Whenever a line in the material below contains "where", copy that line.

*** DATASET CONTENT Section Begins ***

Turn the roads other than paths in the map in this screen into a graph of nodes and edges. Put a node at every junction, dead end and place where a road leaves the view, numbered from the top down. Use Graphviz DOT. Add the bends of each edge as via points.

*** DATASET CONTENT Section Ends ***
*** DATASET CONTENT Section Begins ***

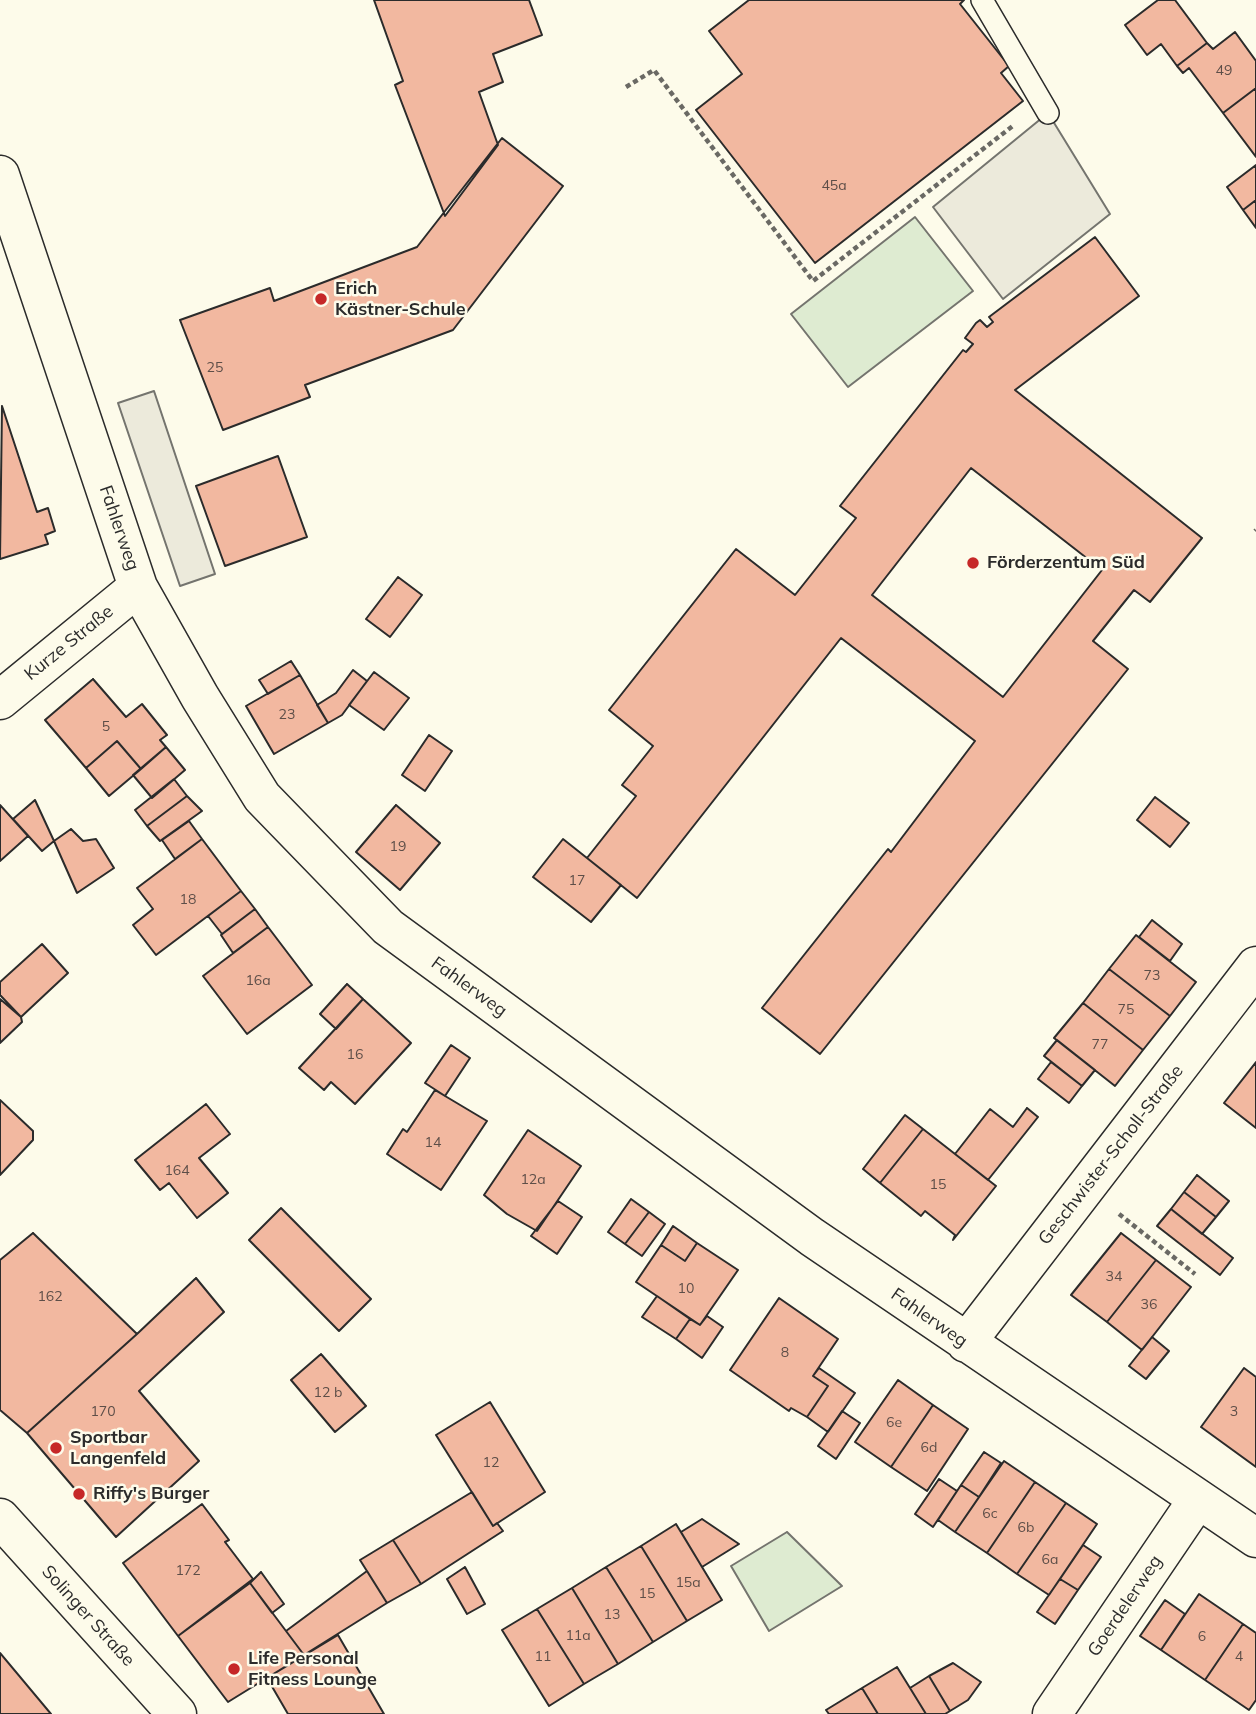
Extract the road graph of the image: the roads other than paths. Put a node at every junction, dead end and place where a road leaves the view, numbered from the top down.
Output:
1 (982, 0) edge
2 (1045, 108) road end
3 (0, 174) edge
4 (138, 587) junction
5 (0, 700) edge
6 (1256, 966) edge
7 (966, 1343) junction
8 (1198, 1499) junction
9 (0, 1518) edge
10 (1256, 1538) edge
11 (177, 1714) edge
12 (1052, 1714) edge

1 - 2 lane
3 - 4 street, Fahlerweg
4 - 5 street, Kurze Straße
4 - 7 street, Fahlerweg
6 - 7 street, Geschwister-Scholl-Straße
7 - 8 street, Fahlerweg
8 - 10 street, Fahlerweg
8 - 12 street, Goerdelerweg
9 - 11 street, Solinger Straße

*** DATASET CONTENT Section Ends ***
*** DATASET CONTENT Section Begins ***

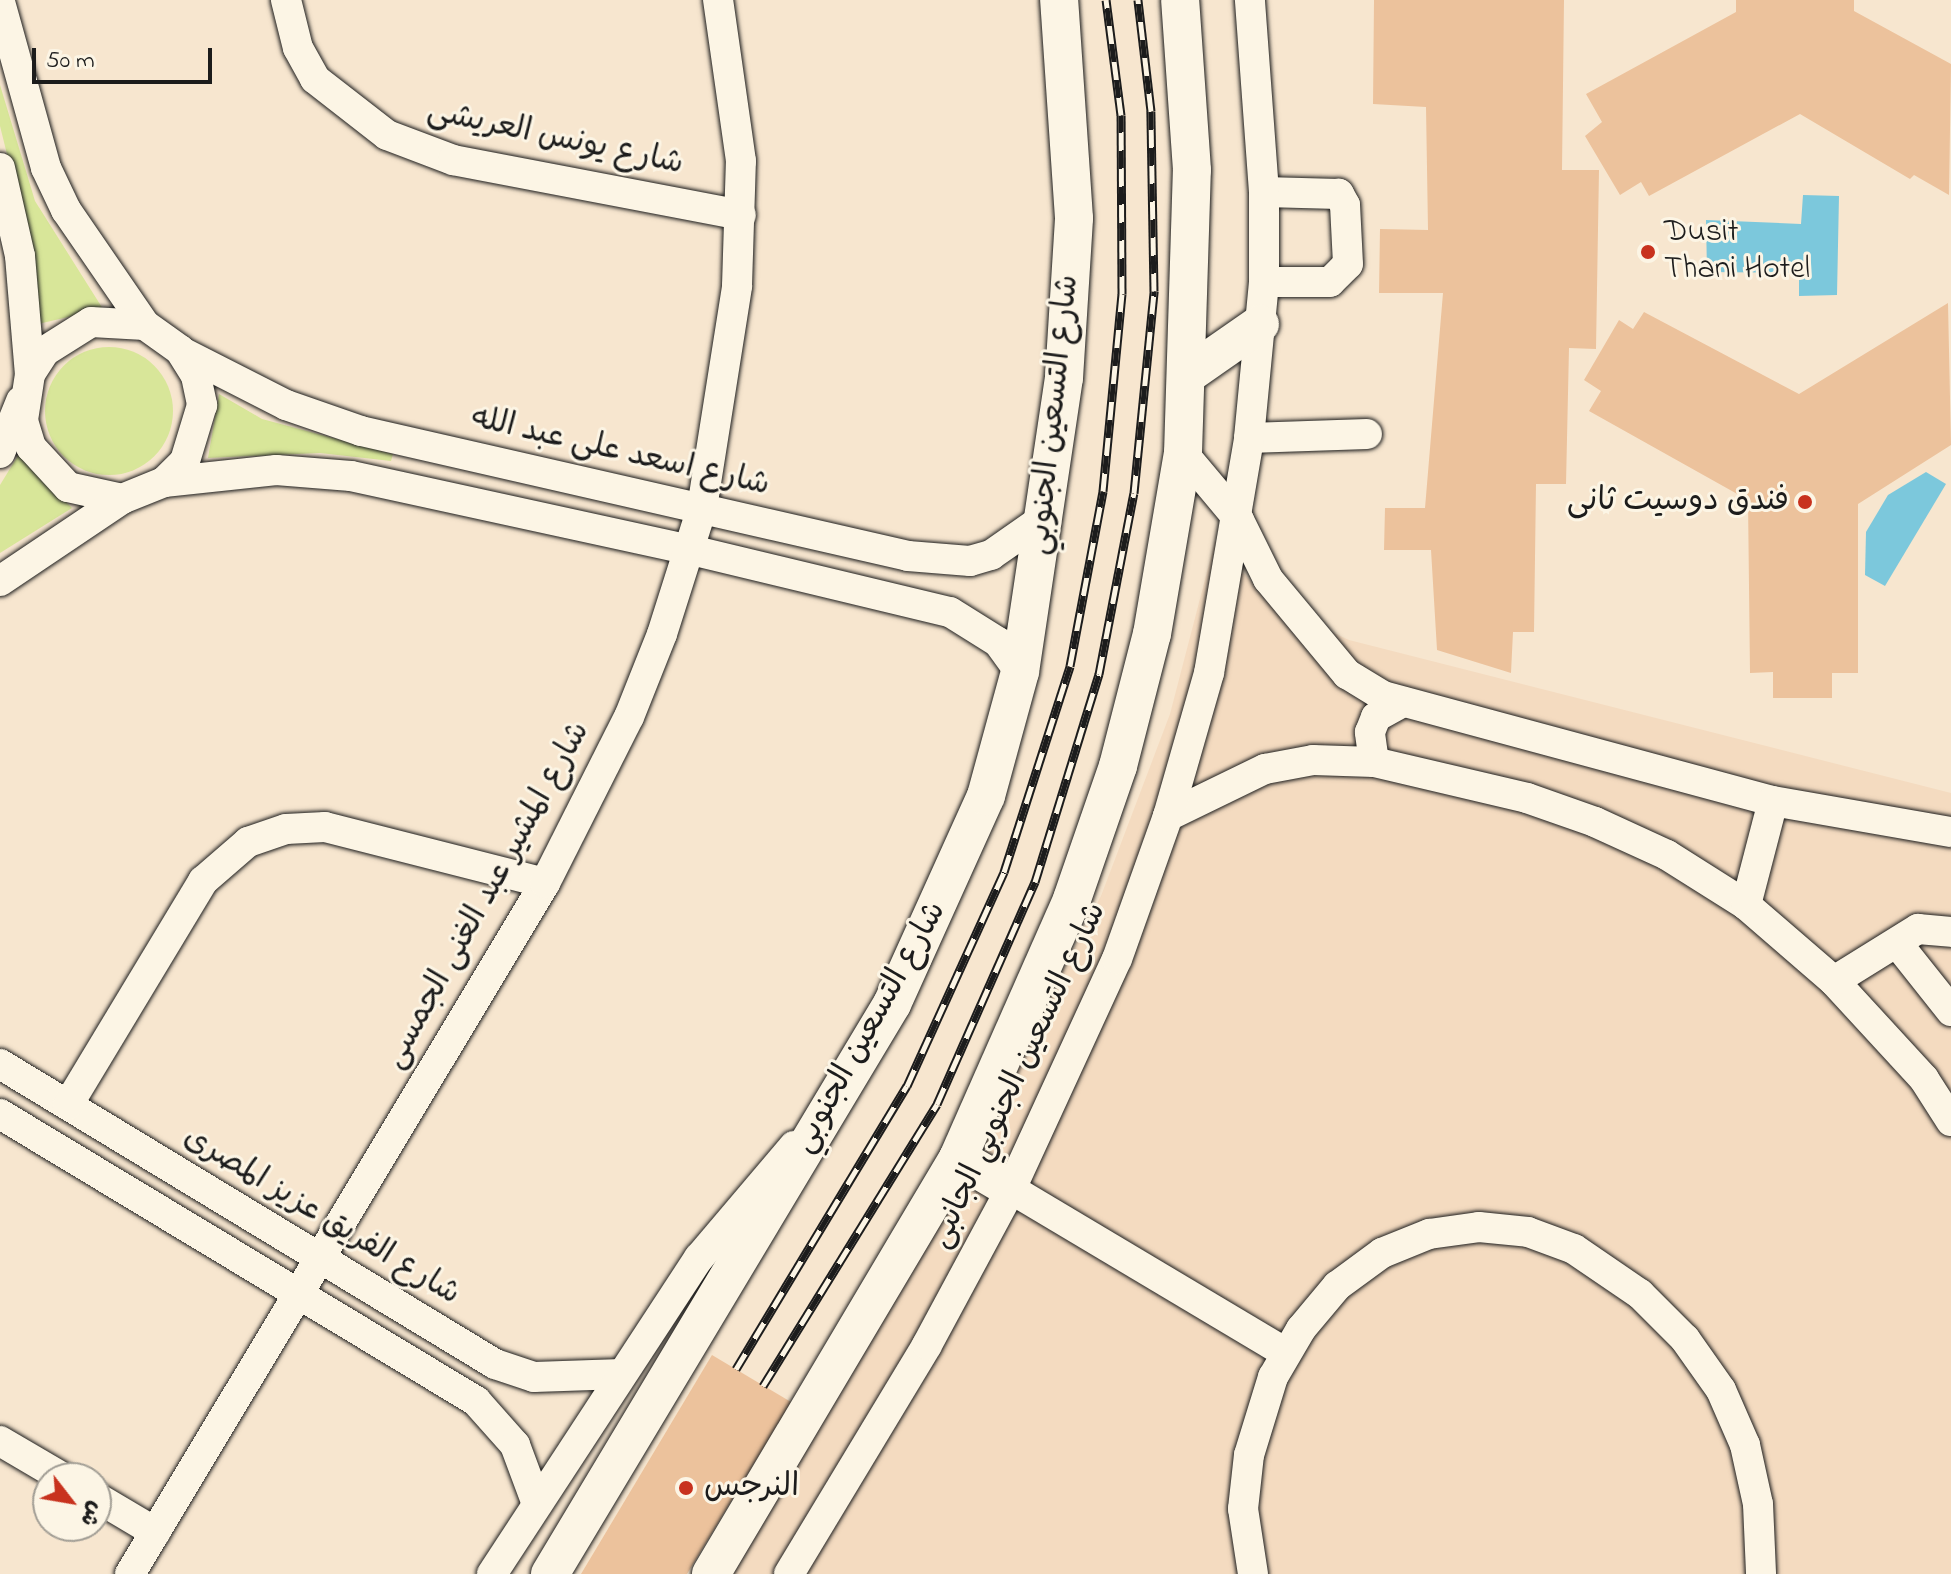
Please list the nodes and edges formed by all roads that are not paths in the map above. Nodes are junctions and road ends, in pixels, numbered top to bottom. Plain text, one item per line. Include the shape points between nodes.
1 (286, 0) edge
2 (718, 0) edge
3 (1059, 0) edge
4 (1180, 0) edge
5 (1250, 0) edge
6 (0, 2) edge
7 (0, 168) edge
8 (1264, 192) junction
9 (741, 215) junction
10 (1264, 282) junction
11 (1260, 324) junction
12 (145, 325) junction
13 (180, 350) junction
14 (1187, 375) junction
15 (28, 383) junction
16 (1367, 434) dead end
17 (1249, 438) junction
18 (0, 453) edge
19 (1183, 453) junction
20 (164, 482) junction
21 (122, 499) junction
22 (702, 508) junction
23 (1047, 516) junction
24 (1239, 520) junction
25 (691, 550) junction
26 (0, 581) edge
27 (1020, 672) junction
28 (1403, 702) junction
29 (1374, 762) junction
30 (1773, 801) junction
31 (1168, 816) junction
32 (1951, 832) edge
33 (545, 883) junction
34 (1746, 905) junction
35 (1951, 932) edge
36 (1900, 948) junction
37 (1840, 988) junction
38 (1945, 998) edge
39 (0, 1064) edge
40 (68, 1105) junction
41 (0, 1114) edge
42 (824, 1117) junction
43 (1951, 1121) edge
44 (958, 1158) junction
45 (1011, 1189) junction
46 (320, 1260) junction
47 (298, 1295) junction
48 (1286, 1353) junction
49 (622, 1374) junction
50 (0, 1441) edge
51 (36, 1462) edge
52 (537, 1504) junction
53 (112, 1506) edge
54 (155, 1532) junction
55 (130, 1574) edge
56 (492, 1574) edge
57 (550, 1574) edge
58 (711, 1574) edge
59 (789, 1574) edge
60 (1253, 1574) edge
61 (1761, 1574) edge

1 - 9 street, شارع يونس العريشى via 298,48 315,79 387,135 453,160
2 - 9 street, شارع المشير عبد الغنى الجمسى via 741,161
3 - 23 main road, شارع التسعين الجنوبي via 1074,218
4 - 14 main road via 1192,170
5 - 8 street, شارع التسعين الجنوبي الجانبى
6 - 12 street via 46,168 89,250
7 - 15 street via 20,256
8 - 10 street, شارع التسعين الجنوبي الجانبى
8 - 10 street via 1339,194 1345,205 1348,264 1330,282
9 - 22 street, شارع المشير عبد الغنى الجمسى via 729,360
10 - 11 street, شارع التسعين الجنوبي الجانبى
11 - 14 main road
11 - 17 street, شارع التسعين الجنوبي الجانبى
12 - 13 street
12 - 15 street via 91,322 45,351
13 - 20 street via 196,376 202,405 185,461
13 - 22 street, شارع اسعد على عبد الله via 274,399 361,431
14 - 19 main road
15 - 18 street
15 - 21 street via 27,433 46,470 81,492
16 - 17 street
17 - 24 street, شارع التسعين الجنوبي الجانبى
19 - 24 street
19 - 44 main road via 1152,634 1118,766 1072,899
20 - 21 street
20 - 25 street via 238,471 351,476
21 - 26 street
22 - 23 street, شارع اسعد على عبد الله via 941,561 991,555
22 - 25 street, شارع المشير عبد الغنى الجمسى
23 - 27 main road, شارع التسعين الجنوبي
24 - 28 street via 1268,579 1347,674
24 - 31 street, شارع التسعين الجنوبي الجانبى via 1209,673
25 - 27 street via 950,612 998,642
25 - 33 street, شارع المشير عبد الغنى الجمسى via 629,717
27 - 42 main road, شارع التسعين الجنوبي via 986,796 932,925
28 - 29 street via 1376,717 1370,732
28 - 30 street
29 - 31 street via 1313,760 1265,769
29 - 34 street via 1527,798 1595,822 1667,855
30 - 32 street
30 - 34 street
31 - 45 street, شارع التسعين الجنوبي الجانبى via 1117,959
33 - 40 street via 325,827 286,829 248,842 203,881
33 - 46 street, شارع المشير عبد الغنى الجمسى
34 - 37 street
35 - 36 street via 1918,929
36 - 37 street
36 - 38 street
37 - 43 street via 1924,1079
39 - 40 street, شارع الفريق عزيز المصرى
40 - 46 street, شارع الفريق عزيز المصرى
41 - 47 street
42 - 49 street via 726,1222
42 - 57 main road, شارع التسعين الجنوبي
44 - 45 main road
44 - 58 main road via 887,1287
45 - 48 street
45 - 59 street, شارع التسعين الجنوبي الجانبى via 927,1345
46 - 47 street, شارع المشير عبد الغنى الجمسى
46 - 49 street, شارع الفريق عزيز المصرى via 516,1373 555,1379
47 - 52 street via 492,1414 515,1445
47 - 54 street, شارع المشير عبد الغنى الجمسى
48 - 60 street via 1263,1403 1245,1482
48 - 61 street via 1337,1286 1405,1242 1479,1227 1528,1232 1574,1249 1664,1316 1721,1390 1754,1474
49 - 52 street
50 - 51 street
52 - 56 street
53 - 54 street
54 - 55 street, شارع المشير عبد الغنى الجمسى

*** DATASET CONTENT Section Ends ***

* _THE ANSWER_
Turn the roads other than paths in the map in this screen into a graph of nodes and edges. Put a node at every junction, dead end and place where a road leaves the view, numbered from the top down. Use Graphviz DOT. Add the bends of each edge as via points.
Extract the road graph of the image: the roads other than paths. Put a node at every junction, dead end and place where a road leaves the view, numbered from the top down.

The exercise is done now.